Task brief:
Would you give the entries again word for word, with no pictures in the copy?

[[ Data excerpts open ]]

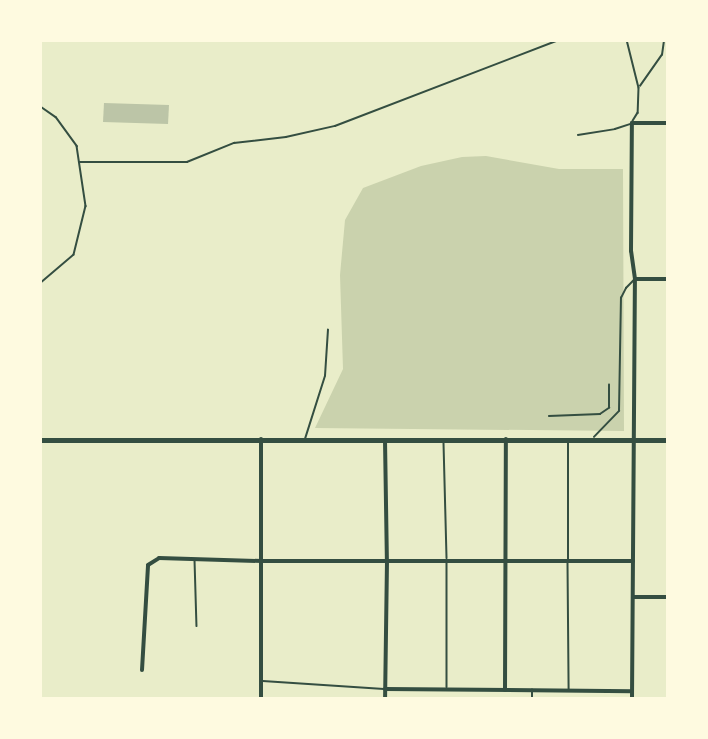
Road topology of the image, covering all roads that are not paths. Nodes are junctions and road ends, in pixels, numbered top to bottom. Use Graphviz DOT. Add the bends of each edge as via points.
graph roads {
  1 [pos="559,40"];
  2 [pos="627,40"];
  3 [pos="664,40"];
  4 [pos="639,88"];
  5 [pos="40,106"];
  6 [pos="632,123"];
  7 [pos="668,123"];
  8 [pos="578,135"];
  9 [pos="79,162"];
  10 [pos="635,279"];
  11 [pos="668,279"];
  12 [pos="40,284"];
  13 [pos="328,330"];
  14 [pos="444,439"];
  15 [pos="40,440"];
  16 [pos="261,440"];
  17 [pos="305,440"];
  18 [pos="384,440"];
  19 [pos="506,440"];
  20 [pos="568,440"];
  21 [pos="591,440"];
  22 [pos="634,440"];
  23 [pos="668,440"];
  24 [pos="195,559"];
  25 [pos="262,561"];
  26 [pos="387,561"];
  27 [pos="447,561"];
  28 [pos="506,561"];
  29 [pos="567,561"];
  30 [pos="633,561"];
  31 [pos="633,597"];
  32 [pos="668,597"];
  33 [pos="197,626"];
  34 [pos="142,670"];
  35 [pos="261,681"];
  36 [pos="385,689"];
  37 [pos="447,689"];
  38 [pos="504,690"];
  39 [pos="532,690"];
  40 [pos="570,690"];
  41 [pos="632,691"];
  42 [pos="261,699"];
  43 [pos="385,699"];
  44 [pos="532,699"];
  45 [pos="632,699"];
  1 -- 9 [label="lane" via="335,126 234,143 187,162"];
  2 -- 4 [label="lane"];
  3 -- 4 [label="lane" via="663,55"];
  4 -- 6 [label="lane" via="638,113"];
  5 -- 9 [label="lane" via="56,117 76,146"];
  6 -- 7 [label="street"];
  6 -- 8 [label="lane"];
  6 -- 10 [label="street" via="631,251"];
  9 -- 12 [label="lane" via="87,206 74,255"];
  10 -- 11 [label="street"];
  10 -- 21 [label="lane" via="621,298 619,411"];
  10 -- 22 [label="street"];
  13 -- 17 [label="lane" via="325,376"];
  14 -- 18 [label="main road"];
  14 -- 19 [label="main road"];
  14 -- 27 [label="lane"];
  15 -- 16 [label="main road"];
  16 -- 17 [label="main road"];
  16 -- 25 [label="street"];
  17 -- 18 [label="main road"];
  18 -- 26 [label="street"];
  19 -- 20 [label="main road"];
  19 -- 28 [label="street"];
  20 -- 21 [label="main road"];
  20 -- 29 [label="lane"];
  21 -- 22 [label="main road"];
  22 -- 23 [label="main road"];
  22 -- 30 [label="street"];
  24 -- 25 [label="street"];
  24 -- 33 [label="lane"];
  24 -- 34 [label="street" via="159,558 148,565"];
  25 -- 26 [label="street"];
  25 -- 35 [label="street"];
  26 -- 27 [label="street"];
  26 -- 36 [label="street"];
  27 -- 28 [label="street"];
  27 -- 37 [label="lane"];
  28 -- 29 [label="street"];
  28 -- 38 [label="street"];
  29 -- 30 [label="street"];
  29 -- 40 [label="lane"];
  30 -- 31 [label="street"];
  31 -- 32 [label="street"];
  31 -- 41 [label="street"];
  35 -- 36 [label="lane"];
  35 -- 42 [label="street"];
  36 -- 37 [label="street"];
  36 -- 43 [label="street"];
  37 -- 38 [label="street"];
  38 -- 39 [label="street"];
  39 -- 40 [label="street"];
  39 -- 44 [label="lane"];
  40 -- 41 [label="street"];
  41 -- 45 [label="street"];
}
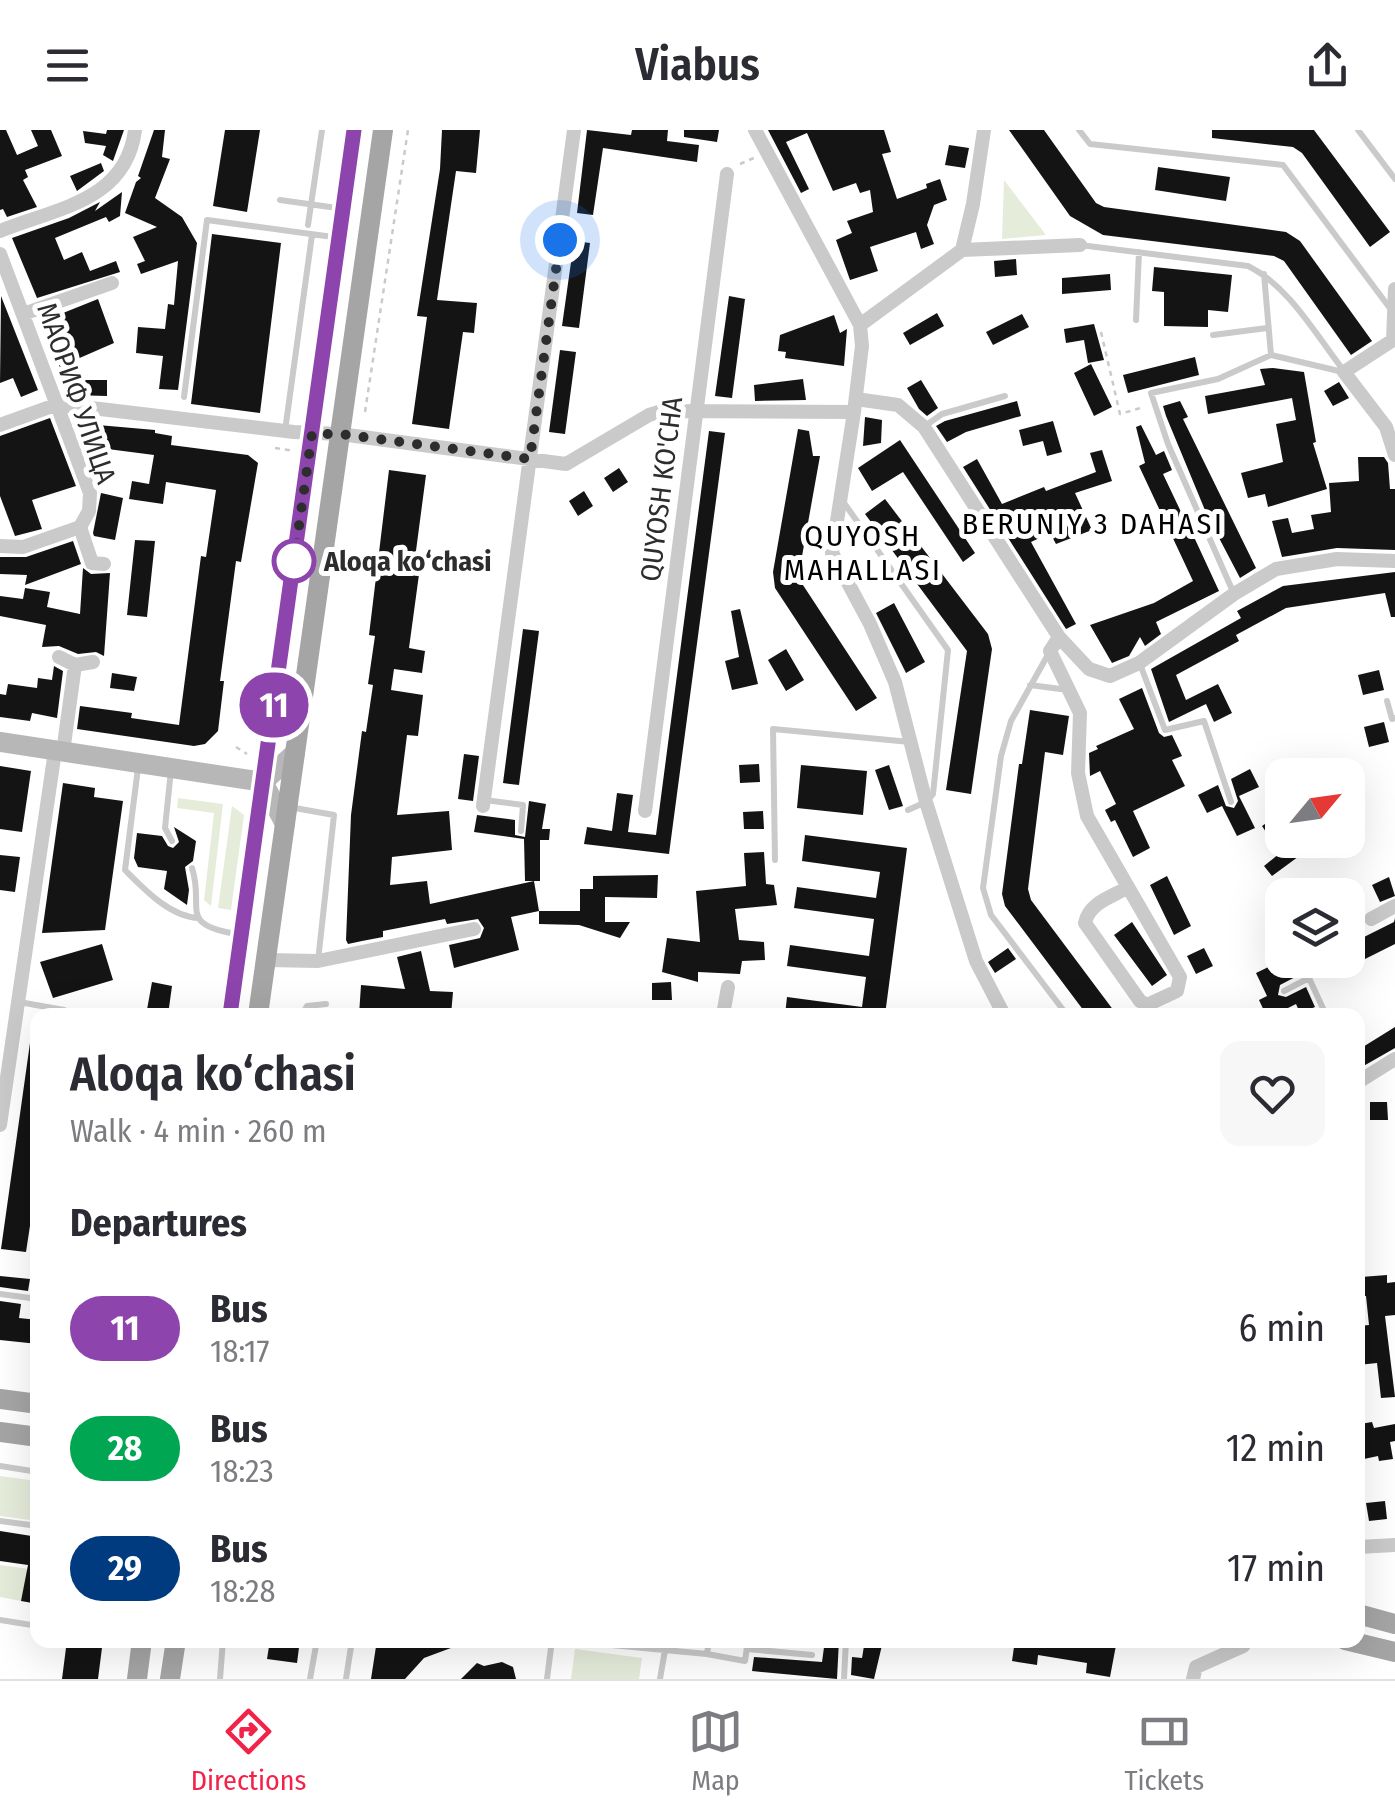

[[ Data excerpts closed ]]

Response below:
Road topology of the image, covering all roads that are not paths. Nodes are junctions and road ends, in pixels, numbered top to bottom. Use Graphviz DOT. Add the bends of each edge as via points.
graph roads {
  1 [pos="559,40"];
  2 [pos="627,40"];
  3 [pos="664,40"];
  4 [pos="639,88"];
  5 [pos="40,106"];
  6 [pos="632,123"];
  7 [pos="668,123"];
  8 [pos="578,135"];
  9 [pos="79,162"];
  10 [pos="635,279"];
  11 [pos="668,279"];
  12 [pos="40,284"];
  13 [pos="328,330"];
  14 [pos="444,439"];
  15 [pos="40,440"];
  16 [pos="261,440"];
  17 [pos="305,440"];
  18 [pos="384,440"];
  19 [pos="506,440"];
  20 [pos="568,440"];
  21 [pos="591,440"];
  22 [pos="634,440"];
  23 [pos="668,440"];
  24 [pos="195,559"];
  25 [pos="262,561"];
  26 [pos="387,561"];
  27 [pos="447,561"];
  28 [pos="506,561"];
  29 [pos="567,561"];
  30 [pos="633,561"];
  31 [pos="633,597"];
  32 [pos="668,597"];
  33 [pos="197,626"];
  34 [pos="142,670"];
  35 [pos="261,681"];
  36 [pos="385,689"];
  37 [pos="447,689"];
  38 [pos="504,690"];
  39 [pos="532,690"];
  40 [pos="570,690"];
  41 [pos="632,691"];
  42 [pos="261,699"];
  43 [pos="385,699"];
  44 [pos="532,699"];
  45 [pos="632,699"];
  1 -- 9 [label="lane" via="335,126 234,143 187,162"];
  2 -- 4 [label="lane"];
  3 -- 4 [label="lane" via="663,55"];
  4 -- 6 [label="lane" via="638,113"];
  5 -- 9 [label="lane" via="56,117 76,146"];
  6 -- 7 [label="street"];
  6 -- 8 [label="lane"];
  6 -- 10 [label="street" via="631,251"];
  9 -- 12 [label="lane" via="87,206 74,255"];
  10 -- 11 [label="street"];
  10 -- 21 [label="lane" via="621,298 619,411"];
  10 -- 22 [label="street"];
  13 -- 17 [label="lane" via="325,376"];
  14 -- 18 [label="main road"];
  14 -- 19 [label="main road"];
  14 -- 27 [label="lane"];
  15 -- 16 [label="main road"];
  16 -- 17 [label="main road"];
  16 -- 25 [label="street"];
  17 -- 18 [label="main road"];
  18 -- 26 [label="street"];
  19 -- 20 [label="main road"];
  19 -- 28 [label="street"];
  20 -- 21 [label="main road"];
  20 -- 29 [label="lane"];
  21 -- 22 [label="main road"];
  22 -- 23 [label="main road"];
  22 -- 30 [label="street"];
  24 -- 25 [label="street"];
  24 -- 33 [label="lane"];
  24 -- 34 [label="street" via="159,558 148,565"];
  25 -- 26 [label="street"];
  25 -- 35 [label="street"];
  26 -- 27 [label="street"];
  26 -- 36 [label="street"];
  27 -- 28 [label="street"];
  27 -- 37 [label="lane"];
  28 -- 29 [label="street"];
  28 -- 38 [label="street"];
  29 -- 30 [label="street"];
  29 -- 40 [label="lane"];
  30 -- 31 [label="street"];
  31 -- 32 [label="street"];
  31 -- 41 [label="street"];
  35 -- 36 [label="lane"];
  35 -- 42 [label="street"];
  36 -- 37 [label="street"];
  36 -- 43 [label="street"];
  37 -- 38 [label="street"];
  38 -- 39 [label="street"];
  39 -- 40 [label="street"];
  39 -- 44 [label="lane"];
  40 -- 41 [label="street"];
  41 -- 45 [label="street"];
}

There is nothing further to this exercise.